Now suppose we have an array of pointers to int, and we want to access the value pointed to by the i'th element of the array. We subscript into the array and dereference the result, like so:
x = *ap[i]; // parsed as *(ap[i]), since subscript has higher precedence
// than dereference.
Again, the type of the expression *ap[i] is int, so the declaration of ap is
int *ap[N];
where the declarator *ap[N] signifies that ap is an array of pointers to int.
And just to drive the point home, now suppose we have a pointer to a pointer to int and want to access that value. Again, we deference the pointer, then we dereference that result to get at the integer value:
x = **pp; // *pp deferences pp, then **pp dereferences the result of *pp
Since the type of the expression **pp is int, the declaration is
int **pp;
The declarator **pp indicates that pp is a pointer to another pointer to an int.
Double indirection shows up a lot, typically when you want to modify a pointer value you're passing to a function, such as:
void openAndInit(FILE **p)
{
*p = fopen("AFile.txt", "r");
// do other stuff
}
int main(void)
{
FILE *f = NULL;
...
openAndInit(&f);
...
}
In this case, we want the function to update the value of f; in order to do that, we must pass a pointer to f. Since f is already a pointer type (FILE *), that means we are passing a pointer to a FILE *, hence the declaration of p as FILE **p. Remember that the expression *p in openAndInit refers to the same object that the expression f in main does.
In both declarations and expressions, both [] and () have higher precedence than unary *. For example, *ap[i] is interpreted as *(ap[i]); the expression ap[i] is a pointer type, and the * dereferences that pointer. Thus ap is an array of pointers.
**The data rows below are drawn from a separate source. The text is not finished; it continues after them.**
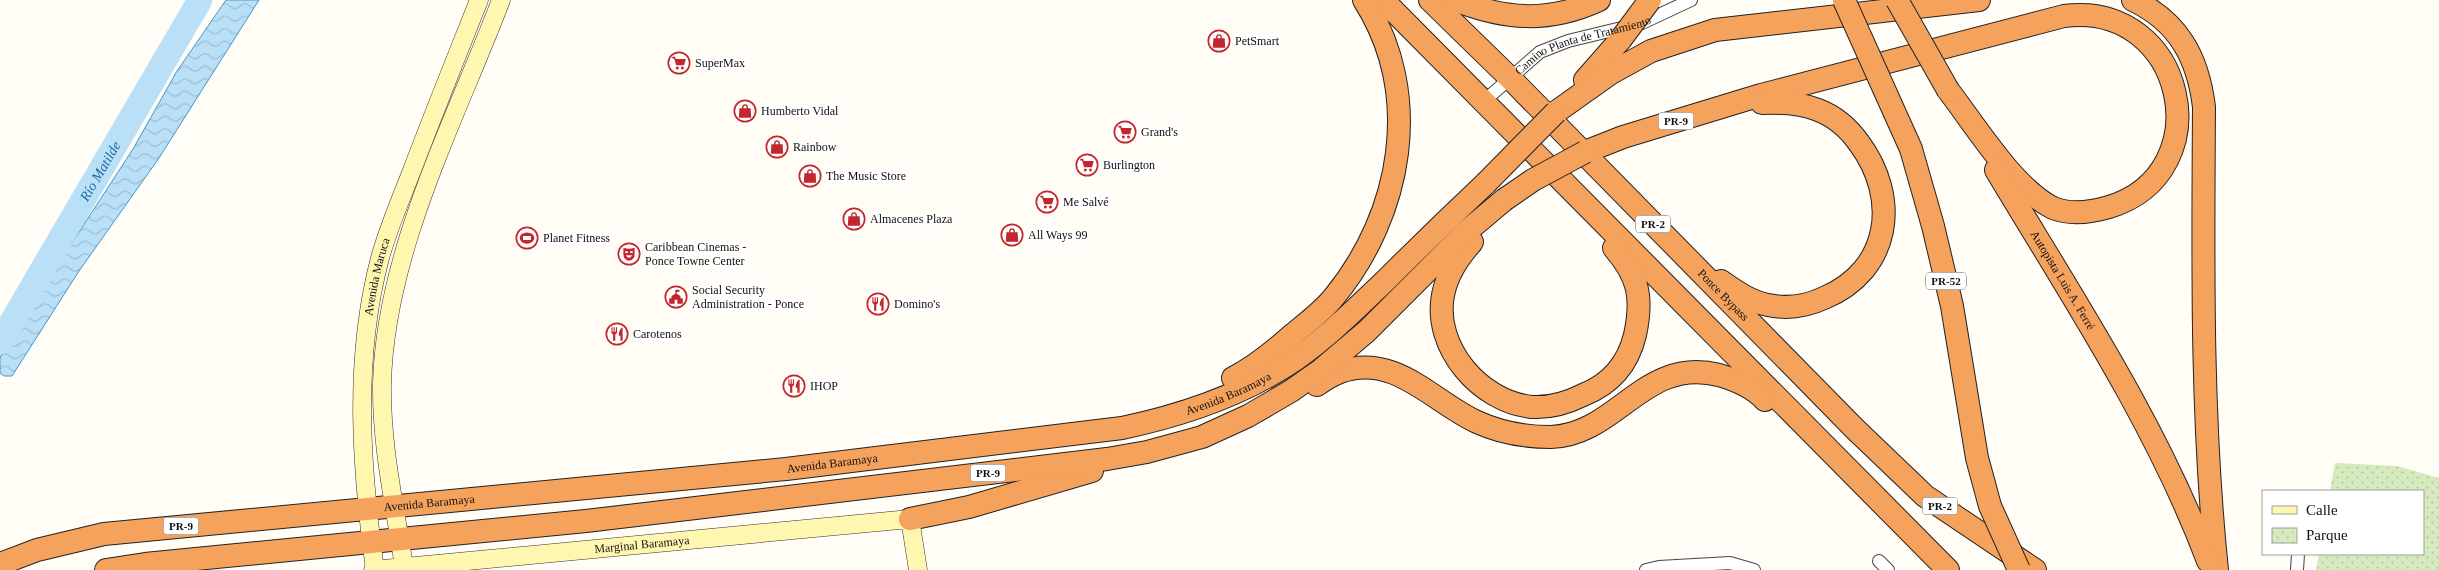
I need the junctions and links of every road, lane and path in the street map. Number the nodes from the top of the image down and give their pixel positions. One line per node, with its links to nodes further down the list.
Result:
1 (479, 0): 27 (street, Avenida Maruca)
2 (501, 0): 26 (street, Avenida Maruca)
3 (1364, 0): 23 (highway)
4 (1383, 0): 16 (highway, PR-2)
5 (1430, 0): 14 (highway, Ponce Bypass / PR-2)
6 (1455, 0): 7 (highway)
7 (1599, 0)
8 (1650, 0): 18 (highway, bridge)
9 (1691, 0): 14 (street, Camino Planta de Tratamiento)
10 (1844, 0): 40 (highway, PR-52, bridge)
11 (1897, 0): 15 (highway, Autopista Luis A. Ferré, bridge)
12 (1979, 0): 18 (highway)
13 (2133, 0): 43 (highway)
14 (1510, 78): 16 (street, Camino Planta de Tratamiento); 21 (highway, Ponce Bypass / PR-2)
15 (1948, 90): 17 (highway); 42 (highway, Autopista Luis A. Ferré)
16 (1483, 102): 20 (highway, PR-2)
17 (1729, 106): 19 (highway, Avenida Baramaya / PR-9, bridge); 21 (highway)
18 (1556, 112): 23 (highway, Avenida Baramaya / PR-9, bridge)
19 (1499, 205): 20 (highway); 24 (highway, Avenida Baramaya / PR-9)
20 (1586, 205): 22 (highway, PR-2)
21 (1687, 258): 41 (highway, Ponce Bypass / PR-2)
22 (1768, 396): 24 (highway); 39 (highway)
23 (1201, 408): 26 (highway, Avenida Baramaya / PR-9)
24 (1248, 416): 25 (highway, Avenida Baramaya / PR-9)
25 (1147, 452): 28 (highway); 29 (highway, Avenida Baramaya / PR-9)
26 (394, 507): 27 (highway, Avenida Baramaya / PR-9); 29 (street, Avenida Maruca)
27 (367, 509): 30 (street, Avenida Maruca); 32 (highway, Avenida Baramaya / PR-9)
28 (910, 519): 33 (street, Marginal Baramaya); 36 (street)
29 (400, 540): 30 (highway, Avenida Baramaya / PR-9); 33 (street, Avenida Maruca)
30 (371, 543): 34 (highway, Avenida Baramaya / PR-9); 35 (street, Avenida Maruca)
31 (2298, 555): 44 (street)
32 (0, 564)
33 (404, 567): 35 (street, Marginal Baramaya)
34 (106, 570)
35 (374, 570)
36 (918, 570)
37 (1646, 570): 38 (street)
38 (1754, 570)
39 (1948, 570)
40 (2019, 570)
41 (2035, 570)
42 (2211, 570)
43 (2216, 570)
44 (2297, 570)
If you want to declare a pointer to an array, you must explicitly group the * with the array name, like so:
int (*pa)[N]; // pa is a pointer to an N-element array of int
and when you want to access a value in the array, you must deference pa before applying the subscript:
x = (*pa)[i];
Similarly with functions:
int *f(); // f is a function that returns a pointer to int
...
x = *f(); // we must dereference the result of f() to get the int value
int (*f)(); // f is a pointer to a function that returns an int
...
x = (*f)(); // we must dereference f and execute the result to get the int value
My favorite method to parse complicated declarators is the clockwise-spiral rule.
Basically you start from the identifier and follow a clockwise spiral. See the link to learn exactly how it's used.
Two things the article doesn't mention:
1- You should separate the type specifier (int, char, etc.) from the declarator, parse the declarator and then add the type specifier.
2- If you encounter square brackets which denote an array, make sure you read the following square brackets (if there are any) as well.
int * i means i is a pointer to int (read backwards, read * as pointer).
char **p and char *(*p) both mean a pointer to a pointer to char.
Here's some other examples
int* a[3] // a is an array of 3 pointers to int
int (*a)[3] //a is a pointer to an array of 3 ints
You have the answer in your questions.
Indeed a double star is used to indicate pointer to pointer.
The * in declaration means that the variable is a pointer to some other variable / constant. meaning it can hold the address of variable of the type. for example: char *c; means that c can hold the address to some char, while int *b means b can hold the address of some int, the type of the reference is important, since in pointers arithmetic, pointer + 1 is actually pointer + (1 * sizeof(*pointer)).
The * in expression means "the value stored in the address" so if c is a pointer to some char, then *c is the specific char.
char *(*s); meaning that s is a pointer to a pointer to char, so s doesn't hold the address of a char, but the address of variable that hold the address of a char.
here is a bit of information
variable pointer
declaring &a p
reading/ a *p
processing
Declaring &a means it points to *i. After all it is a pointer to *int. An integer is to point *i. But if consider j = *k is the pointer to the pointer this, means &k will be the value of k and k will have pointer to *int.